25 – Schillers Asyl im Henneberger Land

Durchs Grenzland südlich von Meiningen

Nahe der Werra lag die Stammburg der Henneberger, der einst mächtigsten weltlichen Herren in der Rhön. In diese Gegend verschlug es Schiller, als er wegen Schreibverbots aus Württemberg floh – und im Schatten der Henneburg „Kabale und Liebe“ schrieb.

2 Einkehrmöglichkeiten unterwegs, v.a. aber am Start/Ziel im Jagdschloß Fasanerie. Detaillierte Wegbeschreibung, Karte, Höhenprofil und Hintergrundinfos im Buch.

Foto: Mewes

Bauerbach & Schiller

Als der 23-jährige Friedrich Schiller aus Stuttgart floh, weil ihm sein Landesherr weiteres „Komödienschreiben“ verboten hatte, bot ihm Henriette von Wolzogen, die Mutter eines Schulfreundes, auf ihrem Gut in Bauerbach Zuflucht. Als Dr. Ritter bewohnte der Flüchtling von Dezember 1782 bis Juli 1783 drei Räume im oberen Stock des Fachwerkhauses, das heute das Museum enthält. Hier vollendete er die „Luise Millerin“, sein drittes Drama, das der Schauspieler Iffland in „Kabale und Liebe“ umbenannte.

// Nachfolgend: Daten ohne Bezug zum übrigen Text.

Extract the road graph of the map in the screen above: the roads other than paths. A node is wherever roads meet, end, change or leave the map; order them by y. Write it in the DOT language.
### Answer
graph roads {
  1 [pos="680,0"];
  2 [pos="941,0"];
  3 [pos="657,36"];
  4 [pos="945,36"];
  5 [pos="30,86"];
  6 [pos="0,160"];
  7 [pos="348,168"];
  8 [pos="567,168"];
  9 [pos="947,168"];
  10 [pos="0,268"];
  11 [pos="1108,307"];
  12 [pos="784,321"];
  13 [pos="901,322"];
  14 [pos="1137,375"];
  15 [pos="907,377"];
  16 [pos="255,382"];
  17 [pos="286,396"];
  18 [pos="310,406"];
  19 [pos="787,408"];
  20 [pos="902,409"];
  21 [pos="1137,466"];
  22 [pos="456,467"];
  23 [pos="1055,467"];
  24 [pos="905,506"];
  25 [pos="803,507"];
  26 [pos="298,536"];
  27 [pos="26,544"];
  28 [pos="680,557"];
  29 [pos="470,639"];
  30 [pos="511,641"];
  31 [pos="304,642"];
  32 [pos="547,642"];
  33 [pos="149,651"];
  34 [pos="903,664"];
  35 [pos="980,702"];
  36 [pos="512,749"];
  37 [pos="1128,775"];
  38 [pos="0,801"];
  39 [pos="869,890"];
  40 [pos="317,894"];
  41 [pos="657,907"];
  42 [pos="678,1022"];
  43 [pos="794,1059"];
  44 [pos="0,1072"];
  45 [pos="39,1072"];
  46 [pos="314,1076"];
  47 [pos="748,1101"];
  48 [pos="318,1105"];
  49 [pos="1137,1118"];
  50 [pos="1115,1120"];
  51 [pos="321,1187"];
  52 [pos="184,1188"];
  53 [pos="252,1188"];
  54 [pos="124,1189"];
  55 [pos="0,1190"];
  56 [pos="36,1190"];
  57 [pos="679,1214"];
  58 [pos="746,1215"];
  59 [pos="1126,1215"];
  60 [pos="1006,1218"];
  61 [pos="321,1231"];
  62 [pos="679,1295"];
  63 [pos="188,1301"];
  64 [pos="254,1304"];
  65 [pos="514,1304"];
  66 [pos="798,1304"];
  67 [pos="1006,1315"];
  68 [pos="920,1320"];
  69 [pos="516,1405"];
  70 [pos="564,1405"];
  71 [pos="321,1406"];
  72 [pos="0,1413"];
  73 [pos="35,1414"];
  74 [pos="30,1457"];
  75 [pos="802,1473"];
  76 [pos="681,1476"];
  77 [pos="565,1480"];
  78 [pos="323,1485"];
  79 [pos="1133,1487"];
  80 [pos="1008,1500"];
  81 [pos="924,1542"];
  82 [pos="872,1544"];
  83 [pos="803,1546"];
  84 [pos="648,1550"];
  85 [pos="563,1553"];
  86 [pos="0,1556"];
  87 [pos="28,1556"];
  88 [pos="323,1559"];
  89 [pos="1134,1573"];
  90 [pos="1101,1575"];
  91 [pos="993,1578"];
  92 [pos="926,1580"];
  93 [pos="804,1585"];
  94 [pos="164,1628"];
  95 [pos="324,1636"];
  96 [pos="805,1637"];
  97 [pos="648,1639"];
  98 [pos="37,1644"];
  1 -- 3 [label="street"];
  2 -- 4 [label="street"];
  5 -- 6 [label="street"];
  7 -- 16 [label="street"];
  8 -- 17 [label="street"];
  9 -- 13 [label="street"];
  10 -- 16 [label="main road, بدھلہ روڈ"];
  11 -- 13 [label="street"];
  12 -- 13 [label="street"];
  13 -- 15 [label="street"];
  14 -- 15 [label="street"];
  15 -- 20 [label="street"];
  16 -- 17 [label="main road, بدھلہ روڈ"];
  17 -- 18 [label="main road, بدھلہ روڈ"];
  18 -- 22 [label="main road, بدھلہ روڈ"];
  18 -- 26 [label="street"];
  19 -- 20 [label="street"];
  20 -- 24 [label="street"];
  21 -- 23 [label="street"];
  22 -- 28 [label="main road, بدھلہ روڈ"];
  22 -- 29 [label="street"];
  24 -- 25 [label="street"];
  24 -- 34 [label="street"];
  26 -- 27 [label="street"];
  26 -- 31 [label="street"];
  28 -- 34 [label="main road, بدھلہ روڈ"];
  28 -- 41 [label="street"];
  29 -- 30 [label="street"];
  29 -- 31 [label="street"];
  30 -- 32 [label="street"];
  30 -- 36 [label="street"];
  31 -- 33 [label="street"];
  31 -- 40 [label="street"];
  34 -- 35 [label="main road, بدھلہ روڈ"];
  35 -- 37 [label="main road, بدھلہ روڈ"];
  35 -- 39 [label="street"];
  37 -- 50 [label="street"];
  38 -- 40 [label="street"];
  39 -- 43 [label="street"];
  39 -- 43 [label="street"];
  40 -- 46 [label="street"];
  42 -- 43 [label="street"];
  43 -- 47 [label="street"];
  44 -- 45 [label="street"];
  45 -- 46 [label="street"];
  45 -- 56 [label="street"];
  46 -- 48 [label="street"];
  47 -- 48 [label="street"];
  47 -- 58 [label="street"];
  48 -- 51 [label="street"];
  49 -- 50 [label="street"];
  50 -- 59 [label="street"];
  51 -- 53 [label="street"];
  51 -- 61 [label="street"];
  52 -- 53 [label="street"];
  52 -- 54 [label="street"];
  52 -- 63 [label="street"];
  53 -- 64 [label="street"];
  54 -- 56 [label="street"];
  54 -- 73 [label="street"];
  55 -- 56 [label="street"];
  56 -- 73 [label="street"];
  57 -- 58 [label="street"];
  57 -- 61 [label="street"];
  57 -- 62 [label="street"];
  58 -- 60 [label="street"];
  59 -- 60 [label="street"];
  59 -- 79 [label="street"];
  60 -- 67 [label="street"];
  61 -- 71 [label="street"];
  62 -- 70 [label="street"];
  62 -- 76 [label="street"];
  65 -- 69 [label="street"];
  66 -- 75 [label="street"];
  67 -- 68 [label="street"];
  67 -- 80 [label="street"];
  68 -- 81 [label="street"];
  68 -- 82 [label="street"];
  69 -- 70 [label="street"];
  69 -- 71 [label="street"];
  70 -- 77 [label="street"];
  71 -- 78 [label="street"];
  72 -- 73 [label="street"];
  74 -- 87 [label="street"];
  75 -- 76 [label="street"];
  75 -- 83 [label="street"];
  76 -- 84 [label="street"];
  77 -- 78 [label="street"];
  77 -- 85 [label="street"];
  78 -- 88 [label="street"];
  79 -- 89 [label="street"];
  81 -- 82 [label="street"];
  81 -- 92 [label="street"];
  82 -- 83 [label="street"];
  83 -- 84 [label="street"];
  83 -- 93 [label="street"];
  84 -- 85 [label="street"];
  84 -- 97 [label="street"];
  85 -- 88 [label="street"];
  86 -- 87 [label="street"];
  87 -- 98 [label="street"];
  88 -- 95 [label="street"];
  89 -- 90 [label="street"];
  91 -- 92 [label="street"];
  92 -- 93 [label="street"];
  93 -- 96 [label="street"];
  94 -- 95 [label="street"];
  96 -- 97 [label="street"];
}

Konfliktverschärfend floß Schillers unerfüllte Liebe zu der 16-jährigen Tochter seiner Gönnerin in das bürgerliche Trauerspiel ein, wenn auch mit umgekehrten Vorzeichen: Er glaubte, nur deswegen einem adeligen Verehrer seiner Angebeteten nicht vorgezogen zu werden, weil er mittellos und bürgerlichen Standes war. Als letztes Mittel zeigte ihm die entnervte Mutter das Tagebuch ihrer Tochter, aus dem klar hervorging, daß diese für seinen Nebenbuhler schwärmte. Schiller verließ bald darauf Bauerbach, auch, weil er in Mannheim eine Anstellung gefunden hatte, machte noch einen schriftlichen Heiratsantrag, der unbeantwortet blieb, heiratete selbst aber erst, nachdem sich Charlotte tatsächlich vermählt hatte.

Das Museum vermittelt einen schönen Eindruck der Wohnatmosphäre jener Zeit. Die Räume des oberen Stockwerks, wo Schiller wohnte, sind im großen und ganzen noch original erhalten. Erhalten ist auch noch die Rechnung über 145 halbe Maß Bier, die Schiller dem Wirt des „Braunen Roß“ schuldig blieb.